=== Section Start ===

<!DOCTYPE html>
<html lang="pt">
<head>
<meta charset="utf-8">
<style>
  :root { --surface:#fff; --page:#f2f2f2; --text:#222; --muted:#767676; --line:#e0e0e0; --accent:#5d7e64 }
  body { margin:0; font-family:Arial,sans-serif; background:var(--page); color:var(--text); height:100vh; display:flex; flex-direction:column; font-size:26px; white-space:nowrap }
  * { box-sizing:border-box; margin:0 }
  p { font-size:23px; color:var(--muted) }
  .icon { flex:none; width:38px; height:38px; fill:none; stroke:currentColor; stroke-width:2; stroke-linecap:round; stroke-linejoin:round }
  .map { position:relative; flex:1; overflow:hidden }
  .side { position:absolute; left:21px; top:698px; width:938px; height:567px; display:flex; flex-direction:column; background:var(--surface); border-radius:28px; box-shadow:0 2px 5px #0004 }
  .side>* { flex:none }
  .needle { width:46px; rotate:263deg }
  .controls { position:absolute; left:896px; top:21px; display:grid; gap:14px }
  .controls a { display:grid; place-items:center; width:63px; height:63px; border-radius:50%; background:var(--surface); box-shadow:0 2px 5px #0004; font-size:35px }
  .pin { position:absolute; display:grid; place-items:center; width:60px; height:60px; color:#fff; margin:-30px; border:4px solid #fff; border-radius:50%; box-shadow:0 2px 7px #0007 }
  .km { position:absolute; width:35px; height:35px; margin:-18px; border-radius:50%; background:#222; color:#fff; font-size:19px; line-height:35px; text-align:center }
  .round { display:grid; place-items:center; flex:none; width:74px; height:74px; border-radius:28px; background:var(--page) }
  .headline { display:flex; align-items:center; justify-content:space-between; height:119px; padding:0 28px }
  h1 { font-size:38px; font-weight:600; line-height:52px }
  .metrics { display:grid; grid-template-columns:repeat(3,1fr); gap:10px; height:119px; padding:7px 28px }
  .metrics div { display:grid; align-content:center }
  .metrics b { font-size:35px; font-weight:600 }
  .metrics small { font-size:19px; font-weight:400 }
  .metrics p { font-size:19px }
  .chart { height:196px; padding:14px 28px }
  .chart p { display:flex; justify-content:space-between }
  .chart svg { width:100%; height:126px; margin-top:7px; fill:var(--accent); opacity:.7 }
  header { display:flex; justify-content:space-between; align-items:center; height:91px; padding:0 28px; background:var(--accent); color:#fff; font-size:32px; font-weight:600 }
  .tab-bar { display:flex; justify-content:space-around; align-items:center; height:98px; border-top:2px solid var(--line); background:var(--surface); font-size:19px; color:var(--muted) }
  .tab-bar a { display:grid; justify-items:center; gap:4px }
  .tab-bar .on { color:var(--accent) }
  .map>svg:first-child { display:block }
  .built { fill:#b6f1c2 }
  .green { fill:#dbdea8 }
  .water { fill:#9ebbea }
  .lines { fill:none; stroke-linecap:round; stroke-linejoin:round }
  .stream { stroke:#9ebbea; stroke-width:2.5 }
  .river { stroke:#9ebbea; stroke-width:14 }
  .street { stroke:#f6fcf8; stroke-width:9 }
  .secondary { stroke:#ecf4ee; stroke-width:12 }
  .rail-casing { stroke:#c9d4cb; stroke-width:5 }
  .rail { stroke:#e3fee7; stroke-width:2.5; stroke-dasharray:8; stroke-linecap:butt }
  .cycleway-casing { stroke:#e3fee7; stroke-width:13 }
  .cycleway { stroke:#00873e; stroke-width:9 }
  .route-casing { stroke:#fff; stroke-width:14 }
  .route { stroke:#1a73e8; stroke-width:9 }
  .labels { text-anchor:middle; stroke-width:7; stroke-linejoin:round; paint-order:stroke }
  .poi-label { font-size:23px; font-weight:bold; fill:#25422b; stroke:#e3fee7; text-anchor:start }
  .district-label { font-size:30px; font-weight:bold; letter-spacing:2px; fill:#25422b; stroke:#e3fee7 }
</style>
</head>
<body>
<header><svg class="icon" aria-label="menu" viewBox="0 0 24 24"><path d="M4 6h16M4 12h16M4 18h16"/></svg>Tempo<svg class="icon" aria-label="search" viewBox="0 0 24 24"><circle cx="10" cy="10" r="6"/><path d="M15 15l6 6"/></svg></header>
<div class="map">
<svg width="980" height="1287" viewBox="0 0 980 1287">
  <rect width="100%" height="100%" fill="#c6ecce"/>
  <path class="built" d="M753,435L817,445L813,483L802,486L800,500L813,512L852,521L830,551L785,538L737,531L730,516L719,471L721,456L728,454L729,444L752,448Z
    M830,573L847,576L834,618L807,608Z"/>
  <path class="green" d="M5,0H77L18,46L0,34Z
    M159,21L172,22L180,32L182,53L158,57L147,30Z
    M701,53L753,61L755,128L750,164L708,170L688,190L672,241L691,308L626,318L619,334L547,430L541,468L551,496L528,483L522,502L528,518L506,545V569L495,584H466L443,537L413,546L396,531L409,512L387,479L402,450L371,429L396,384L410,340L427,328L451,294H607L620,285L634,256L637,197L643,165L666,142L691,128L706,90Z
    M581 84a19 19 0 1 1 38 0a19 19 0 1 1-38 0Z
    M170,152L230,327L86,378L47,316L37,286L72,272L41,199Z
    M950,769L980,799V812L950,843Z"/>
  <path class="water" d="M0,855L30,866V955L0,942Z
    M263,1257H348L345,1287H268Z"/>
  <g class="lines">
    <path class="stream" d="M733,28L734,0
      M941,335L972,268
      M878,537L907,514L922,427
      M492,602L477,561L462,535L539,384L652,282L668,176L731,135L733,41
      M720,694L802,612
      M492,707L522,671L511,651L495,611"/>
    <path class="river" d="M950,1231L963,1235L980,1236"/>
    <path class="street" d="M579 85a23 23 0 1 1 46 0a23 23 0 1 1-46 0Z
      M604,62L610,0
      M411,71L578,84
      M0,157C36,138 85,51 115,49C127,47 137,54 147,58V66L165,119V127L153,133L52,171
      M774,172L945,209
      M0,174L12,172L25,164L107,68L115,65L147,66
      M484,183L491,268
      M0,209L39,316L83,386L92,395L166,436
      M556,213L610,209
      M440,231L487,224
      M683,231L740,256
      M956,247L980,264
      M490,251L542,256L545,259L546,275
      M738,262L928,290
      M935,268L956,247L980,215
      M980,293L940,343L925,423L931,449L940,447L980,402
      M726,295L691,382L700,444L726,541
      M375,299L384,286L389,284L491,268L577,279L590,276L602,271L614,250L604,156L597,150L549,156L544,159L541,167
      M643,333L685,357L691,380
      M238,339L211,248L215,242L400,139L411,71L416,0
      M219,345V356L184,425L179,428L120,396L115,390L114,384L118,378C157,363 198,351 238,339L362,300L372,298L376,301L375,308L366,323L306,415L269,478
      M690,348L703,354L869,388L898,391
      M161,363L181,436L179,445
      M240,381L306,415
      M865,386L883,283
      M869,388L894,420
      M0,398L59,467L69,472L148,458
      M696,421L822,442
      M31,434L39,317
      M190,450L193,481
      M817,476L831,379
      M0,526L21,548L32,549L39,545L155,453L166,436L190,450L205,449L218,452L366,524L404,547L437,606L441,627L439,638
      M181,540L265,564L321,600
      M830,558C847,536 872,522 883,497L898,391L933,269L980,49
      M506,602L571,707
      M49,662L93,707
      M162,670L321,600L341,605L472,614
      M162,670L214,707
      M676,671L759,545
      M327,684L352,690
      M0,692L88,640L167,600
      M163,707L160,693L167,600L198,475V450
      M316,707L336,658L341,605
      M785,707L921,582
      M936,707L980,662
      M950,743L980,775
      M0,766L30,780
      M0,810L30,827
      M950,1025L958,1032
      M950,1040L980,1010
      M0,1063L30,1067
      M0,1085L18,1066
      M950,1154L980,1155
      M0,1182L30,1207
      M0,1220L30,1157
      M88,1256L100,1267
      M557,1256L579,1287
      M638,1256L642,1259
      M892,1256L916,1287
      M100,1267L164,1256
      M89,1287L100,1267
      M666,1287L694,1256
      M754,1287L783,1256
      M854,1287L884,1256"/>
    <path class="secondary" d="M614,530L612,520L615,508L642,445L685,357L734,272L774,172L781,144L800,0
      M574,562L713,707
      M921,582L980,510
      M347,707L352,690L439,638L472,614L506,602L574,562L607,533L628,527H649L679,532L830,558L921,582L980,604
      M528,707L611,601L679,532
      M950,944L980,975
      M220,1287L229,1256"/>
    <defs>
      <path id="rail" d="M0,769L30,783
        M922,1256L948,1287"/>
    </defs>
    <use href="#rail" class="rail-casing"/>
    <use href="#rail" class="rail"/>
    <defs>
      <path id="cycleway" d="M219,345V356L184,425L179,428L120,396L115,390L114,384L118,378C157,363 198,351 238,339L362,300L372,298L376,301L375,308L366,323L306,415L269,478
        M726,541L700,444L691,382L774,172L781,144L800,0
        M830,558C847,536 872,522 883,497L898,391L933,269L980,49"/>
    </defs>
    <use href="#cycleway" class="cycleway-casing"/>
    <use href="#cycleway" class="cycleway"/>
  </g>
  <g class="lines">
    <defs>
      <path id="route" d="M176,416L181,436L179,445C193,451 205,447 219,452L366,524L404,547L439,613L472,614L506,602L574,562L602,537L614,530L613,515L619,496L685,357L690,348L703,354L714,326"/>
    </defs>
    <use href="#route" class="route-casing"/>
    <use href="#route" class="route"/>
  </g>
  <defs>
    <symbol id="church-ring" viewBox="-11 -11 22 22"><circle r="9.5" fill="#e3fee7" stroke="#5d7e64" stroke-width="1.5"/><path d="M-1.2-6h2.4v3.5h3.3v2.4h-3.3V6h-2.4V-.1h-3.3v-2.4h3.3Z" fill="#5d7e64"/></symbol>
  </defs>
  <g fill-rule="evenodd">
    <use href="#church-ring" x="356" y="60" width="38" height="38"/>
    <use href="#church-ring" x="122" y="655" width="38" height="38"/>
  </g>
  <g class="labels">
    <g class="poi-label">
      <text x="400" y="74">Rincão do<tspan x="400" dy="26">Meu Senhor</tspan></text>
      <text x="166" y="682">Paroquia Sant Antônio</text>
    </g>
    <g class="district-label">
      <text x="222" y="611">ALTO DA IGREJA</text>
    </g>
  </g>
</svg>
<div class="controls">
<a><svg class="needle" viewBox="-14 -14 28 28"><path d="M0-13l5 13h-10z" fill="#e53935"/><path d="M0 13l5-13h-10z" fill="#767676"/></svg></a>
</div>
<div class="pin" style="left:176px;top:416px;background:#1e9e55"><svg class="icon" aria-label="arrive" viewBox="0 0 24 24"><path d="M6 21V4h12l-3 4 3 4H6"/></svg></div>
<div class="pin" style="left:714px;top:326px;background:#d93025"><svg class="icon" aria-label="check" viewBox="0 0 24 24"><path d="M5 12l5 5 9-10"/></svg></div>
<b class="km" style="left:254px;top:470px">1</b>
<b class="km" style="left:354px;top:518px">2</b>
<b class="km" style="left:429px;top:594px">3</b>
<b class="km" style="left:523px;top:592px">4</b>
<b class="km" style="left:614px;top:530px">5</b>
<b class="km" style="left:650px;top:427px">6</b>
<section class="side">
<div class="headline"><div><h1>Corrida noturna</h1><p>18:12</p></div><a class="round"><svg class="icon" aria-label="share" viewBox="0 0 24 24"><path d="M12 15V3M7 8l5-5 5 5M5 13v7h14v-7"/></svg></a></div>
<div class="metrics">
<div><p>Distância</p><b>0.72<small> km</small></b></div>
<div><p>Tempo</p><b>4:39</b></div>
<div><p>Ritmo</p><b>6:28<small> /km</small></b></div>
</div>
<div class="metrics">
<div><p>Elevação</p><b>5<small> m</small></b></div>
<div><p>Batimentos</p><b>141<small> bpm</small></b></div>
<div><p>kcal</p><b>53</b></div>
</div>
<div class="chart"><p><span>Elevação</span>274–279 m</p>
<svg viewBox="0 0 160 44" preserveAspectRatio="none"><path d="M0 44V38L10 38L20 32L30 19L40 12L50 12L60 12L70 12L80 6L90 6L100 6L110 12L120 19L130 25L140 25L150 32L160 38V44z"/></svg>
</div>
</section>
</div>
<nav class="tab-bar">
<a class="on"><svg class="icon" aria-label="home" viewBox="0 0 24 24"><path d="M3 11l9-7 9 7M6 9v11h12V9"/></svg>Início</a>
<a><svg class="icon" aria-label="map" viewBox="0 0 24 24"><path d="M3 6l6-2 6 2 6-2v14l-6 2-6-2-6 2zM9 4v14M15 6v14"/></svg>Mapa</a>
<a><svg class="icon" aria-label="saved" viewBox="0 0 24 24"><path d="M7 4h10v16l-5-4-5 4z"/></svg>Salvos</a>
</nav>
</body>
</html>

=== Section End ===

● **Problem to work on**
Print exactly, and only, the lines beginning at the top of the listing and ending at the line with "--surface:#fff; --page:#f2f2f2; --text:#222;".

● **Answer to the exercise**
<!DOCTYPE html>
<html lang="pt">
<head>
<meta charset="utf-8">
<style>
  :root { --surface:#fff; --page:#f2f2f2; --text:#222; --muted:#767676; --line:#e0e0e0; --accent:#5d7e64 }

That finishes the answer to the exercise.